2. the integrated data source finding method of deep layer net page data source that is used for according to claim 1 is characterized in that: in the described step (5), for local links, if the link degree of depth was then abandoned greater than 3 o'clock, do not put into the local links formation.

3. the integrated data source finding method of deep layer net page data source that is used for according to claim 1, it is characterized in that: adopt page instance that the page classifications device is trained earlier, then for the new page that obtains from crawl device with the page classifications device analysis that trains and mark, the probability size that this page belongs to current theme has been reacted in described scoring, have only when this scoring during greater than a previous preset threshold θ, link in the page and query interface are just continued to handle.
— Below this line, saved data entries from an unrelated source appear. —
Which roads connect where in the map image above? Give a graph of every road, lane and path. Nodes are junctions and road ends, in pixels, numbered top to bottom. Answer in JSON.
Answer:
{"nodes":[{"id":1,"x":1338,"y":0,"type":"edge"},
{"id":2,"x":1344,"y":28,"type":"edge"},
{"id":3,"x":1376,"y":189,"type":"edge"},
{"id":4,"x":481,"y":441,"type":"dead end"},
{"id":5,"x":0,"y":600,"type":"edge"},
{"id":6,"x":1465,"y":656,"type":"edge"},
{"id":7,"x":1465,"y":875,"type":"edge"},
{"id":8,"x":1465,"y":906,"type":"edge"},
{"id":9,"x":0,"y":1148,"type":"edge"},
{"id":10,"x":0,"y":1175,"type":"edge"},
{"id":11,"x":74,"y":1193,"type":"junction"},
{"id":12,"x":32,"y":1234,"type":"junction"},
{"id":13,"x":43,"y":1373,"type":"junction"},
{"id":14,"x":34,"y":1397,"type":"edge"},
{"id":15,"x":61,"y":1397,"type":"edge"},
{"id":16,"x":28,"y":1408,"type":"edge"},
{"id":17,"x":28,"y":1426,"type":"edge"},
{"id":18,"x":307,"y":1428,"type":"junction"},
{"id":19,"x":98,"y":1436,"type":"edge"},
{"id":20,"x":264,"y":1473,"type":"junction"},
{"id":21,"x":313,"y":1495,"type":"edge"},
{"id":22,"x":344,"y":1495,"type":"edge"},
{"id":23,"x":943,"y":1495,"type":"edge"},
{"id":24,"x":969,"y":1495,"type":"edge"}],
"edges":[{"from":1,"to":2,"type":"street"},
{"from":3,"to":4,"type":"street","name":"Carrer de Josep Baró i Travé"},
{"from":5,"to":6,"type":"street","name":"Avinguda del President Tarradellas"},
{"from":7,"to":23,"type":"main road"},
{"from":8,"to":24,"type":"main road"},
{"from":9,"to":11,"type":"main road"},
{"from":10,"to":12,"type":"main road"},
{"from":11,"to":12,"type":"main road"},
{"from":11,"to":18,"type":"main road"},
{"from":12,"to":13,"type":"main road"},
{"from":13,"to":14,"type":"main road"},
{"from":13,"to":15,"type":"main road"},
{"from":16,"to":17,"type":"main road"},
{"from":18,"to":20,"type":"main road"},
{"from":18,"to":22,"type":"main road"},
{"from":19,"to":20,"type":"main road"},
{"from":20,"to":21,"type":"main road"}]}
4. the integrated data source finding method of deep layer net page data source that is used for according to claim 1, it is characterized in that: described list sorter is determined the query interface zone according to heuristic rule, only when the list in the page is query interface class list, it is added deep layer net page data source; Described heuristic rule is that the web form that is made of TEXTAREA control or PASSWORD control is not a query interface; It is not query interface that control quantity in the web form is less than 3 web form.

5. the integrated data source finding method of deep layer net page data source that is used for according to claim 1, it is characterized in that: set the query interface threshold value, the different query interface quantity of having found when certain website is during greater than the query interface threshold value, the link of this website is directly abandoned, and no longer adds linked queue.

6. the integrated data source finding method of deep layer net page data source that is used for according to claim 5 is characterized in that: described query interface threshold value is the integer between 5～8.